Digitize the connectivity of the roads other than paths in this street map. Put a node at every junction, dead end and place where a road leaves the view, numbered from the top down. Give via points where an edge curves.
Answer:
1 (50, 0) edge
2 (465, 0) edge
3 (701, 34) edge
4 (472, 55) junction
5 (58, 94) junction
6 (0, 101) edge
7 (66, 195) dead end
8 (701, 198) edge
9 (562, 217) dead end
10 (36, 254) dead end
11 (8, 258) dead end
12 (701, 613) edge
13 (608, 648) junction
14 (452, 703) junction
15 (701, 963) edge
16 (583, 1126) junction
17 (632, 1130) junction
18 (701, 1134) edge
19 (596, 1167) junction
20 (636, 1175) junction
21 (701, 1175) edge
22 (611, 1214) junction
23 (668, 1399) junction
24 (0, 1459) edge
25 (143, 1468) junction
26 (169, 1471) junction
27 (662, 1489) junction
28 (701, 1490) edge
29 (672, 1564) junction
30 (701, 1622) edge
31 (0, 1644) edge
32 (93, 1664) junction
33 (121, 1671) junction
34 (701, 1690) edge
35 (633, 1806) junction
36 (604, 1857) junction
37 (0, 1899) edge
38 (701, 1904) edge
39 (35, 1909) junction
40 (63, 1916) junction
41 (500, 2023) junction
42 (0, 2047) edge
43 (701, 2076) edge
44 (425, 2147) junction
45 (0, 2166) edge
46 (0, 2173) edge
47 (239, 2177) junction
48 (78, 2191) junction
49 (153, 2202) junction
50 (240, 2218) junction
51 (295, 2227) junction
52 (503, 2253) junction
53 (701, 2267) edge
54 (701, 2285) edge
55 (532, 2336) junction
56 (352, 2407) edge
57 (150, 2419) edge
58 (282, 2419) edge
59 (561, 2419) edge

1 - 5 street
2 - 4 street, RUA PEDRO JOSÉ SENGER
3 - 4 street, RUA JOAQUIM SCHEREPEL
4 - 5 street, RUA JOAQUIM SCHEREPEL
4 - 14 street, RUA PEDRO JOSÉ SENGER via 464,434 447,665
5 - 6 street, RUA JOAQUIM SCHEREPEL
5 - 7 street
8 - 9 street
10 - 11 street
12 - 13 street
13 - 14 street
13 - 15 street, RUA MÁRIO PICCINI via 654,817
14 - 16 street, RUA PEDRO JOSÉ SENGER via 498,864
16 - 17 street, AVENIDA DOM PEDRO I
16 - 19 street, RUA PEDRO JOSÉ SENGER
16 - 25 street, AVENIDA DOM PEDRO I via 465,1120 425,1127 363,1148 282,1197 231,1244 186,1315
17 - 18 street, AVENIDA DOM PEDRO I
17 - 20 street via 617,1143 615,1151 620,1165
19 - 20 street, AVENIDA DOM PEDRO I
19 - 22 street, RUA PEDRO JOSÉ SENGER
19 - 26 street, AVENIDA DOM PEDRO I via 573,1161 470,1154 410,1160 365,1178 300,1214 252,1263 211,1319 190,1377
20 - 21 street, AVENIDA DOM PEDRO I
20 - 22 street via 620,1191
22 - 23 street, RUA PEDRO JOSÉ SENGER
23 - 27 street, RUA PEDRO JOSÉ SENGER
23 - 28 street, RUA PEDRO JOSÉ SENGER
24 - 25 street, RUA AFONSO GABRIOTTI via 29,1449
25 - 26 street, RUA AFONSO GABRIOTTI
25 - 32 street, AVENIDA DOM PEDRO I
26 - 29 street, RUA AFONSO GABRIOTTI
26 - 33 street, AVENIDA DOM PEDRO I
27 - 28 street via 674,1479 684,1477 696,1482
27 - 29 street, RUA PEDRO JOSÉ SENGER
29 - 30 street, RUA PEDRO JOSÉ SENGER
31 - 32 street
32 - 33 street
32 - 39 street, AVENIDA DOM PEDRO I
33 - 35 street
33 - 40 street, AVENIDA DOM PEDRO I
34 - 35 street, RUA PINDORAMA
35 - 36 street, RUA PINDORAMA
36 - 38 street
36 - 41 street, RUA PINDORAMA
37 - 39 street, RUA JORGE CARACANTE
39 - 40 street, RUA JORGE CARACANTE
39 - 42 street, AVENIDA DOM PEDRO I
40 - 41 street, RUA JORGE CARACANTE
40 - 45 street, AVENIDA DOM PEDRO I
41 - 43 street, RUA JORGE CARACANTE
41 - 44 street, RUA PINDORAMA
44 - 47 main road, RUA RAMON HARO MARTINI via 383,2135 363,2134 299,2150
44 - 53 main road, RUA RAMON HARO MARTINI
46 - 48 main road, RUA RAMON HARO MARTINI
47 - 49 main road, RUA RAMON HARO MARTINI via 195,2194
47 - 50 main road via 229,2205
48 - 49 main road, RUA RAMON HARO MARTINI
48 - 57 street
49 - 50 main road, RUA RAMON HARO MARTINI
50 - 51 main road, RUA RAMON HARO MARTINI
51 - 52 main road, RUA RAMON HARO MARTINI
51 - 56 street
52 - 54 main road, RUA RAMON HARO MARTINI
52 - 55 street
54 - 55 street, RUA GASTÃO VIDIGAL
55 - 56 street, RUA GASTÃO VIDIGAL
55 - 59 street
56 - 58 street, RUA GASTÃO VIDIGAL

Task item: Only the lines that contain the string "HARO" should be copied from the entries above.

Solution:
44 - 47 main road, RUA RAMON HARO MARTINI via 383,2135 363,2134 299,2150
44 - 53 main road, RUA RAMON HARO MARTINI
46 - 48 main road, RUA RAMON HARO MARTINI
47 - 49 main road, RUA RAMON HARO MARTINI via 195,2194
48 - 49 main road, RUA RAMON HARO MARTINI
49 - 50 main road, RUA RAMON HARO MARTINI
50 - 51 main road, RUA RAMON HARO MARTINI
51 - 52 main road, RUA RAMON HARO MARTINI
52 - 54 main road, RUA RAMON HARO MARTINI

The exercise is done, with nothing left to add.